## What is expected
The required output is a number: how many lines of the data below include the string "Taylor".

Records from a data source
****************
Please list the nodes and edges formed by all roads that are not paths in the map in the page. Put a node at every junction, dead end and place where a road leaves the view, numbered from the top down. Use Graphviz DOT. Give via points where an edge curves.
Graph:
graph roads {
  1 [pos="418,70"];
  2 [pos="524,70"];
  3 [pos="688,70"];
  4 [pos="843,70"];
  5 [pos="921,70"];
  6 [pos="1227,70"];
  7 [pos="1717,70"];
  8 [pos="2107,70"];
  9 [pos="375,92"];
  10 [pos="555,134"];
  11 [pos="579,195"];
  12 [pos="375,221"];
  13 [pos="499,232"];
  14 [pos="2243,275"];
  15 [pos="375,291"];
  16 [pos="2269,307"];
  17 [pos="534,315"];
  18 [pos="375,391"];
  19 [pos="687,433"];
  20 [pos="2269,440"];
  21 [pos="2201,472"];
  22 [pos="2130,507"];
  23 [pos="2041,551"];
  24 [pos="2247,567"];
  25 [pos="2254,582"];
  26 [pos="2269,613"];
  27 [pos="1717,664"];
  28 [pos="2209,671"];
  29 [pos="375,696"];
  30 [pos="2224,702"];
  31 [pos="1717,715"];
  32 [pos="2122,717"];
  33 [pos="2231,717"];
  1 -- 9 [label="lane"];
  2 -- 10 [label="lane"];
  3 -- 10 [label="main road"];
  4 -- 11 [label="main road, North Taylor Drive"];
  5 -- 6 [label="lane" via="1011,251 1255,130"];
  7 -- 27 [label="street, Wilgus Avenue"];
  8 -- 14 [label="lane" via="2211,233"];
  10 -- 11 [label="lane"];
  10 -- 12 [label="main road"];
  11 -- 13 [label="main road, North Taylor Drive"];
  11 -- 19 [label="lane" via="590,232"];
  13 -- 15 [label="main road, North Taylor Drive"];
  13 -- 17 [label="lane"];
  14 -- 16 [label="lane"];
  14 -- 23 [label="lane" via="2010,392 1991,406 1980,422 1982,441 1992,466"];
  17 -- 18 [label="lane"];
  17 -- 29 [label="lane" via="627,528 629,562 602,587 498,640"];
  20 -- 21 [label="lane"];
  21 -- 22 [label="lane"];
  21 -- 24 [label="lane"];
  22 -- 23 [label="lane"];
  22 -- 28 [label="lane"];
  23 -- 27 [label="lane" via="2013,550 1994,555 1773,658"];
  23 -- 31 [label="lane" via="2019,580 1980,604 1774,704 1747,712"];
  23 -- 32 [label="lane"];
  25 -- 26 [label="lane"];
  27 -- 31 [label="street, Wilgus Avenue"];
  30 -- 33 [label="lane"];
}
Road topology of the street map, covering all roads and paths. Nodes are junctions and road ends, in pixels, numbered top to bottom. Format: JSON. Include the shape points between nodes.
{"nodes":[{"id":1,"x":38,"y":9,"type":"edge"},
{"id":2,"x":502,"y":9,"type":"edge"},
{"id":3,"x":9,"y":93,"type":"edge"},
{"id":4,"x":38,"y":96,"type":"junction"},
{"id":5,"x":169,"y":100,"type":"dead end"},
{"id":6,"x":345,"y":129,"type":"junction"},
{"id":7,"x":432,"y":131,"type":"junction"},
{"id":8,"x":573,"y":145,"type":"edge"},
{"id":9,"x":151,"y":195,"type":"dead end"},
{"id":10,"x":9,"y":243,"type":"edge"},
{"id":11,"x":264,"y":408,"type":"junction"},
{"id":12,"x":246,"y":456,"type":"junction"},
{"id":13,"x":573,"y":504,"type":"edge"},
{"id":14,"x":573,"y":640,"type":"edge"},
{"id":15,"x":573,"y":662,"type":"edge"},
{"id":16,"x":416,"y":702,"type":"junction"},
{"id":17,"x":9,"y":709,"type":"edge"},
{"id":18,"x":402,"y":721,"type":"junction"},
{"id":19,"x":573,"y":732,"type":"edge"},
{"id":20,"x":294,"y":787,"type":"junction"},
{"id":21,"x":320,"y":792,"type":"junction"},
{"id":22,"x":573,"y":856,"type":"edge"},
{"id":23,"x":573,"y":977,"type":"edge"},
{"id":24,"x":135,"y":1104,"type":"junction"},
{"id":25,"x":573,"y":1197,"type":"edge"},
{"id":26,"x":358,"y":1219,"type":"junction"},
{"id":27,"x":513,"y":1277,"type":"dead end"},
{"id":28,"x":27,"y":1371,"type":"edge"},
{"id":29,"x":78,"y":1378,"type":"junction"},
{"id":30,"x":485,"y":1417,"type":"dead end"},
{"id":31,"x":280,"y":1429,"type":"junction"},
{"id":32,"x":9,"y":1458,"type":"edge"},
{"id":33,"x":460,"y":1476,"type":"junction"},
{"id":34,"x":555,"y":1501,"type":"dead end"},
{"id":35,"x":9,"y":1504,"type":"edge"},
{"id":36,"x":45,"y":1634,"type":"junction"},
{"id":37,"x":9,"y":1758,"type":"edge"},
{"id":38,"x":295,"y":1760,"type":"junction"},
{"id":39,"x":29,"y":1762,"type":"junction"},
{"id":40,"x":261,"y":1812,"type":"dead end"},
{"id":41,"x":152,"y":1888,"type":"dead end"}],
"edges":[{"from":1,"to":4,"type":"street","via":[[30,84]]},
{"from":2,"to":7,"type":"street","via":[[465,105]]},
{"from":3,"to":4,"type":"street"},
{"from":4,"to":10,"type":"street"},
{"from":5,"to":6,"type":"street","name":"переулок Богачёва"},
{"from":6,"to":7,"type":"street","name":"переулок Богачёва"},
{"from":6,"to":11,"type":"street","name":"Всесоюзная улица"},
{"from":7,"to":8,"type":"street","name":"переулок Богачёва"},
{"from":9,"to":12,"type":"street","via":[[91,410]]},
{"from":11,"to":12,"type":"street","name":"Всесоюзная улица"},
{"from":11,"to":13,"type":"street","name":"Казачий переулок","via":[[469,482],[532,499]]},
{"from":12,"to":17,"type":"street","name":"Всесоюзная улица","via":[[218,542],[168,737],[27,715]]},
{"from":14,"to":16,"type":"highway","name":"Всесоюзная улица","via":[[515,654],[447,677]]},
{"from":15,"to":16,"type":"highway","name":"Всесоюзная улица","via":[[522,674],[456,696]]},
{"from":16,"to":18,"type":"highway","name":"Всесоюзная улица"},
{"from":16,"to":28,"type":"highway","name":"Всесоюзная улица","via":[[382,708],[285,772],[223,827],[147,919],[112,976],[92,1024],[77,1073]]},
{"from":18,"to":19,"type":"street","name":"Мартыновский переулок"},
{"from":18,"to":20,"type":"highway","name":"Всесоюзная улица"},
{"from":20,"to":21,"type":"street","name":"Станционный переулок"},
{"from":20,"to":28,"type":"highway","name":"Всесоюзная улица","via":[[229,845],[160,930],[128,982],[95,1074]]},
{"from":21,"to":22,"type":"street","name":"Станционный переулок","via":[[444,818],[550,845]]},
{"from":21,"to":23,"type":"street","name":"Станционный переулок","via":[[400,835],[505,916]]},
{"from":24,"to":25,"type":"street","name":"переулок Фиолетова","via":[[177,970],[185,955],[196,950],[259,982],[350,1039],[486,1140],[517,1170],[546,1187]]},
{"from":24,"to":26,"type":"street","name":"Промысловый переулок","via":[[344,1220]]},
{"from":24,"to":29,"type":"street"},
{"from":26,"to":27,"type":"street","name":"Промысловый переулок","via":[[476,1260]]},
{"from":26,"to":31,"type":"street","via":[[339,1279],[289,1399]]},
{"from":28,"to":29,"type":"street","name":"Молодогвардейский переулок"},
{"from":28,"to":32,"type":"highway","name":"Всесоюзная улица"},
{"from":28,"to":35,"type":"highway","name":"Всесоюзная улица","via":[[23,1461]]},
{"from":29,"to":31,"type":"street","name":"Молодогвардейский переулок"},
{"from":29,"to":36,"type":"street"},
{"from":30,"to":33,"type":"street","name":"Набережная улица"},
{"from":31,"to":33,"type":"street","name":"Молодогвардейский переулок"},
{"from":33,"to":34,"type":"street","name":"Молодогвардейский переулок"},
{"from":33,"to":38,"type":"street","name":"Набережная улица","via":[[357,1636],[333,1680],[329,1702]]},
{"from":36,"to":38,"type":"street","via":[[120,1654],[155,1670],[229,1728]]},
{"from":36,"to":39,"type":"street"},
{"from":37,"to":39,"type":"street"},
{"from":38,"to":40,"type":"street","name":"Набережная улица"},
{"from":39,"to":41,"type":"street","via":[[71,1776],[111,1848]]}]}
****************
## Solution below
3